Read about the actual work of a Data Scientist. Spoiler alert: It’s nothing like kaggle.
The online world to help students and enthusiasts prepare for the work as a Data Scientist is vast. There is a plethora of ways to access data and to get information. One could think that creating value from Data Science is as easy as spinning up a Jupyter Notebook and changing a few lines of code. All you have to do is to take a few online courses, and it’s all rainbows and unicorns.
Photo by Boudewijn Huysmans on Unsplash
This post aims to shed light on the opportunities as well as unconventional challenges you might encounter when working as a Data Scientist. You will walk through a real-world use-case and get a more realistic view of the job of a Data Scientist. Spoiler alert: it’s not all rainbows and unicorns.
Every Data Science project starts with a problem you aim to solve. It’s important to keep this in mind. Too often, Data Scientists run around looking to solve problems with Machine Learning. It should be the other way around.
First comes the problem, second comes the Data Science.

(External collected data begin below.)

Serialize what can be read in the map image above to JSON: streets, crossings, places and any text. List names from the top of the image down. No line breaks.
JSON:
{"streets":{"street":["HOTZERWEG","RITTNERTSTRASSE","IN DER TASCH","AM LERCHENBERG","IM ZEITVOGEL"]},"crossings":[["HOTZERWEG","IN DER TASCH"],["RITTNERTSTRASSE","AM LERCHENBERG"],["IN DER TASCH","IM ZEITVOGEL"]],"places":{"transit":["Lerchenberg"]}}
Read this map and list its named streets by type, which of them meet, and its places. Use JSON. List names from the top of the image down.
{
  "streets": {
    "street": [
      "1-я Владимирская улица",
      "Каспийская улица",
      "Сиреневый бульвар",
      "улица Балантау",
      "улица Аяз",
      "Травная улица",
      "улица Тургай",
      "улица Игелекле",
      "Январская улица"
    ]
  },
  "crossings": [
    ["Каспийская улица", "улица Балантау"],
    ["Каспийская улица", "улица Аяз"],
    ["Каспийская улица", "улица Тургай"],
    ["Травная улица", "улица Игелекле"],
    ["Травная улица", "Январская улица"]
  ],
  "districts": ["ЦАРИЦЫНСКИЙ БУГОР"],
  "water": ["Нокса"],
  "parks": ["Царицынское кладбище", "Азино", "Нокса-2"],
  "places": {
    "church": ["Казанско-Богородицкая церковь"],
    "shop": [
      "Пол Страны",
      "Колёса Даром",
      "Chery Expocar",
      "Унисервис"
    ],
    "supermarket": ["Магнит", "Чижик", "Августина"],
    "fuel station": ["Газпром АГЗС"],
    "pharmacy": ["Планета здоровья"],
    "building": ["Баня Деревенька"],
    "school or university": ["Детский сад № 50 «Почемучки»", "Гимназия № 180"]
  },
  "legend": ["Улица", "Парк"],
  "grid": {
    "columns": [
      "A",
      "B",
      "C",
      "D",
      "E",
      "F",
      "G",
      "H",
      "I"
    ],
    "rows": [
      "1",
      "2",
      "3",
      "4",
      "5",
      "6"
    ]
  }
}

Our use-case starts with a radical change in the legal landscape. The introduction of the European Union (EU) General Data Protection Regulation (GDPR) in 2018 affected more industries than just online marketing. GDPR aims at strengthening the privacy rights of individuals in the EU. The regulation is widely hailed by privacy advocates and equally alienated in the industry.
Companies generally struggle to interpret how GDPR will be applied in specific use-cases because there aren’t any exemplary rulings yet. In its essence, GDPR requires companies to give individuals the right to request and delete their data. In addition, companies should only collect the data needed for a specific, pre-determined use-case. GDPR prohibits unnecessary hoarding of personal data. The legislation introduces heavy uncertainties since the actual limits of enforcement yet remain to be explored.
Now imagine a self-driving car roaming the streets in the EU. They often record their environment with cameras. Per definition, faces and license plates count as personal data and need to be protected. How are car manufacturers supposed to drive around without unintendedly collecting faces and license plates of individuals? Some would say it’s almost impossible. Here we have identified an issue that is relevant to our partners. We also believe that Machine Learning can bring a solution. Let’s develop the use-case.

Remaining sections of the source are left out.